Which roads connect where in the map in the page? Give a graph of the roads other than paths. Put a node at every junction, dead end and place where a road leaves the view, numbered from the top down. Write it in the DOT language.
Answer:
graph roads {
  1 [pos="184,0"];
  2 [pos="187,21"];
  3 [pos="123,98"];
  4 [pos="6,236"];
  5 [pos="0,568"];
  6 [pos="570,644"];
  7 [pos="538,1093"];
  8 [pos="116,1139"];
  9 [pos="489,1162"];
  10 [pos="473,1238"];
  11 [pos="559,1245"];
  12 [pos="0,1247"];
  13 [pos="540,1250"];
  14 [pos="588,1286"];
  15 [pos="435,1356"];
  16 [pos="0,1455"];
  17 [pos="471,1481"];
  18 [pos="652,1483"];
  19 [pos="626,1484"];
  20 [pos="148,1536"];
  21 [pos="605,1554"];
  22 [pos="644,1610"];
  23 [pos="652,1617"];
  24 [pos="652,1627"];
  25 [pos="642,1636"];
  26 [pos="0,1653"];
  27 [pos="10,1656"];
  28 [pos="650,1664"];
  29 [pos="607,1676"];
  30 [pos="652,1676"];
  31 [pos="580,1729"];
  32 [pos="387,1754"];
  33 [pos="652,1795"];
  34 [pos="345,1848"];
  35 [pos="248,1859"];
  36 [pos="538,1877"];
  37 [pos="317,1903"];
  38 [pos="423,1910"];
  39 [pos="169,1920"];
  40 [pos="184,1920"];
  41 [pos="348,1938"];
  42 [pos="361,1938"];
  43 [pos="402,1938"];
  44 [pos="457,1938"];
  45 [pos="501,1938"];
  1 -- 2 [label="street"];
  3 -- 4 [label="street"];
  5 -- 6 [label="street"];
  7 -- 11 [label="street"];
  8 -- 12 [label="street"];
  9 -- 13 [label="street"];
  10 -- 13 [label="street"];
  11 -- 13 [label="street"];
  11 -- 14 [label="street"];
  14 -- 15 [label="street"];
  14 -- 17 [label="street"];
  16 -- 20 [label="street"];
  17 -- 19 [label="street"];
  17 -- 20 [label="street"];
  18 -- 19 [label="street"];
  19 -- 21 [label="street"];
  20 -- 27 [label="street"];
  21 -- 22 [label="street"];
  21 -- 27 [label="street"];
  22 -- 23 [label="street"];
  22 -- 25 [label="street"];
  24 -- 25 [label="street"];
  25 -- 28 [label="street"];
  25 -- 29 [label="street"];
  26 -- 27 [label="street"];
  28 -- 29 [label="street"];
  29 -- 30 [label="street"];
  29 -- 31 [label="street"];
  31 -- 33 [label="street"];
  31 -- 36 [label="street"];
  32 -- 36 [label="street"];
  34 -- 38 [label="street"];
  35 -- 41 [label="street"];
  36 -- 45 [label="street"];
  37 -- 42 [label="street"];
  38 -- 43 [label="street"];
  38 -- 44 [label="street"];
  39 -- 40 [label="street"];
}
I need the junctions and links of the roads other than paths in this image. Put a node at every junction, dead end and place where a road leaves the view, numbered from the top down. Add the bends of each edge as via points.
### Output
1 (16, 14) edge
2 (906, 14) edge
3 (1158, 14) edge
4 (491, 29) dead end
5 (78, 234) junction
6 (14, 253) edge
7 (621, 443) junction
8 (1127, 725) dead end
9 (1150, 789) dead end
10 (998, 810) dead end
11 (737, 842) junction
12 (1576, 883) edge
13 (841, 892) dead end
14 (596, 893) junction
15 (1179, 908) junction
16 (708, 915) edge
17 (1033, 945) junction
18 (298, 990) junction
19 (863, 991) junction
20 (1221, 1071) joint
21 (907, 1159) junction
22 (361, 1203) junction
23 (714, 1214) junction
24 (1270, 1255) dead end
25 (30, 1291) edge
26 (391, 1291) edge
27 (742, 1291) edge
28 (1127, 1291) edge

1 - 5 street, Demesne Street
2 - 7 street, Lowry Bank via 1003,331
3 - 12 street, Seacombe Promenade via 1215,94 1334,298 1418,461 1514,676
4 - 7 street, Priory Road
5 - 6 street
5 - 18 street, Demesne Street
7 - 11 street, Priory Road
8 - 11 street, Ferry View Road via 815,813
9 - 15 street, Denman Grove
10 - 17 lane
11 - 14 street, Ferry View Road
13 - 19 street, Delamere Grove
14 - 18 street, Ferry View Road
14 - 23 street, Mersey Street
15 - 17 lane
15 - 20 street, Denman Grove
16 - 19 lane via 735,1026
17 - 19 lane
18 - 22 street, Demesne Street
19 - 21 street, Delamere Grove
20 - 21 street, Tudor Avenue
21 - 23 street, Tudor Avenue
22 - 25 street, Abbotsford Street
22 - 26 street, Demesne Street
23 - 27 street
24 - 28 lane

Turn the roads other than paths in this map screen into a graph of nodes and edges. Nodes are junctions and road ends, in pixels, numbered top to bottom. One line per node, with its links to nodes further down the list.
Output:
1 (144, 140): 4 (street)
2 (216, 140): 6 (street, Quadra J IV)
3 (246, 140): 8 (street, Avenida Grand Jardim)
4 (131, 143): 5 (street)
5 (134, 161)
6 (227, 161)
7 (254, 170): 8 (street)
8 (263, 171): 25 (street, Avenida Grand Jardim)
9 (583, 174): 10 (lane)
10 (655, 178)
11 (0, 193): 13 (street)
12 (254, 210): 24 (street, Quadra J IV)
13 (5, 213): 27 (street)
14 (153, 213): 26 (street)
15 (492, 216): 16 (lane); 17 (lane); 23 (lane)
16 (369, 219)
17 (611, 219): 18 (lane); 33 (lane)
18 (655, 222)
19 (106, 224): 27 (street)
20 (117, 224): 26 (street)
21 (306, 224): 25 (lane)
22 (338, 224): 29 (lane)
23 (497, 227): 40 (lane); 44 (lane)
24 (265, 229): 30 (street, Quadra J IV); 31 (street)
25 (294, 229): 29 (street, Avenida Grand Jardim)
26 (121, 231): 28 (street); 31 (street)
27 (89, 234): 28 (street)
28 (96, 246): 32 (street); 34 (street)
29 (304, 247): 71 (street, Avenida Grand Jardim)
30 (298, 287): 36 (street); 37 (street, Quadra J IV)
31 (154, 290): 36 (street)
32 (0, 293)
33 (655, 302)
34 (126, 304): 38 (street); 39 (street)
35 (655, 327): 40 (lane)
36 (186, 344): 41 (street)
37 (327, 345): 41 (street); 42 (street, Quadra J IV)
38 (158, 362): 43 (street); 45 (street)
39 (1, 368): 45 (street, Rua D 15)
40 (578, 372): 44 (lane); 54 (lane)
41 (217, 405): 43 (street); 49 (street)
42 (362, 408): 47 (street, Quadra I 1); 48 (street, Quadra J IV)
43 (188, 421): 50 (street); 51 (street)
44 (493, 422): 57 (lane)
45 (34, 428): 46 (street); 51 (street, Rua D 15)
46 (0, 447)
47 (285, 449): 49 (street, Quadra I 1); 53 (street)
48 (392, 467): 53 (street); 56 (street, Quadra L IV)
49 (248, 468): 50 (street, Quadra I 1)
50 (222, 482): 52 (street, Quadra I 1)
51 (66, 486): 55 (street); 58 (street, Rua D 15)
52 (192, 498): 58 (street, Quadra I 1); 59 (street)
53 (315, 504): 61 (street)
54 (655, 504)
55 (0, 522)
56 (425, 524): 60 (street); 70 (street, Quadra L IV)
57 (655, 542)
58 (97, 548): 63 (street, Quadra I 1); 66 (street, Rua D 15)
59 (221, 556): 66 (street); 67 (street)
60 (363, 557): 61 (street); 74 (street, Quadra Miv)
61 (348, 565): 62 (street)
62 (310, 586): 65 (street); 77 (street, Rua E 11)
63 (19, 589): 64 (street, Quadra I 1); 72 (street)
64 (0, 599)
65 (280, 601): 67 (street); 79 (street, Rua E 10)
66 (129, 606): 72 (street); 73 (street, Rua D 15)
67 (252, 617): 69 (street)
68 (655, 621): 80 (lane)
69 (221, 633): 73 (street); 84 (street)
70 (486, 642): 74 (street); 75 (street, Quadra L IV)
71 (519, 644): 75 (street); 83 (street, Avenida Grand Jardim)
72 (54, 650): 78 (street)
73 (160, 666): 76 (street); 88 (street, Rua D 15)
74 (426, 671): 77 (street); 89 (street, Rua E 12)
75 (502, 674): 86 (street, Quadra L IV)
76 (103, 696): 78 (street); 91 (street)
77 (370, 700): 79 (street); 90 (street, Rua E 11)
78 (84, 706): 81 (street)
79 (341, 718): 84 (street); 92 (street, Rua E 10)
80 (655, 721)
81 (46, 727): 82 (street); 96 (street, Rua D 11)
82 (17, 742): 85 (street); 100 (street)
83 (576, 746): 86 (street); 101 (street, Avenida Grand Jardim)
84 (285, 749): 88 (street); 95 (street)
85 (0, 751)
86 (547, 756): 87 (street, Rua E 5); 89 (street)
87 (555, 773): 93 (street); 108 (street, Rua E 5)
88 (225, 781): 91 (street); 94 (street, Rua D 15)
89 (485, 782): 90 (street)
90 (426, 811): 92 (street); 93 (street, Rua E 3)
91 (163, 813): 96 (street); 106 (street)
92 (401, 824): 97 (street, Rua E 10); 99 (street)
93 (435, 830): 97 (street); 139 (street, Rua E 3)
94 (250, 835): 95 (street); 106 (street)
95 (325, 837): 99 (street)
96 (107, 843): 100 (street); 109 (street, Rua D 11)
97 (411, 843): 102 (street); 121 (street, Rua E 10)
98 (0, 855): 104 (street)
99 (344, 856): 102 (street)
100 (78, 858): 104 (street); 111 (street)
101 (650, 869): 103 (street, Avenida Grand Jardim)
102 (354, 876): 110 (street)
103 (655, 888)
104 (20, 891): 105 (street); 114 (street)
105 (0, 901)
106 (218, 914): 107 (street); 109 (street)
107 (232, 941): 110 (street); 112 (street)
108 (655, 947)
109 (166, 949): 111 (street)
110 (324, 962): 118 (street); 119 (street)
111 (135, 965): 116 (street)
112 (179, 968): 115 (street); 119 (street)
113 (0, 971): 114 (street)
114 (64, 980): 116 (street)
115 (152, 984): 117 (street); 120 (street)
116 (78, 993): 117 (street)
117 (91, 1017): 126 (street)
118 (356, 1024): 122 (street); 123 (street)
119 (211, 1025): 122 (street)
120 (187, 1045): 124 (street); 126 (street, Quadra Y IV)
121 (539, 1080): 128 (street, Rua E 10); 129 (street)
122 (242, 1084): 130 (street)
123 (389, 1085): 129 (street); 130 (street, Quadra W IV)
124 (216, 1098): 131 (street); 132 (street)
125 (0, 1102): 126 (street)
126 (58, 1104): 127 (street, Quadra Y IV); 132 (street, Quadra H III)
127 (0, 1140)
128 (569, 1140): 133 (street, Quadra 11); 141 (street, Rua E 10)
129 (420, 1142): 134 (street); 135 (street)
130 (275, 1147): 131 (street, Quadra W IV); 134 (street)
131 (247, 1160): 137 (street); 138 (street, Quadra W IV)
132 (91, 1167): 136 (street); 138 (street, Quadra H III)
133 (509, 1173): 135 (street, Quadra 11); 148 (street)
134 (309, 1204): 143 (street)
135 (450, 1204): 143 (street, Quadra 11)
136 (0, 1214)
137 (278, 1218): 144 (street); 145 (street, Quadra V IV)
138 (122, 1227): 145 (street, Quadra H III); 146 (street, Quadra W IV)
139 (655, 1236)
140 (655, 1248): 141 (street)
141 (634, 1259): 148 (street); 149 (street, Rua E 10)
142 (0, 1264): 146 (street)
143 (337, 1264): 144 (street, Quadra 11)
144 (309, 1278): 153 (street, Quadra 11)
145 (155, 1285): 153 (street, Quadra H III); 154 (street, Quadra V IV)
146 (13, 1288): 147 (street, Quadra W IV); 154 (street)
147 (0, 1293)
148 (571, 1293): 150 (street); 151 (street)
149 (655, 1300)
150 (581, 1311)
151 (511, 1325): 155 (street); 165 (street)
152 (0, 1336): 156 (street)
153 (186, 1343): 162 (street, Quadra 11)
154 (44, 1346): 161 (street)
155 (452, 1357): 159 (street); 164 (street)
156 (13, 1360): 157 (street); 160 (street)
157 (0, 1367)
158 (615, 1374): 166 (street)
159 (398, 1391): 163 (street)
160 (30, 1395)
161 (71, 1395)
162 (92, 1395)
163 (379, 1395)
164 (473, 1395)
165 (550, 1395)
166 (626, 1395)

===============

• **Problem description**
Say how many lines of the data hold the string "Avenue". Reply with the number alone.

• **Solution to the problem**
2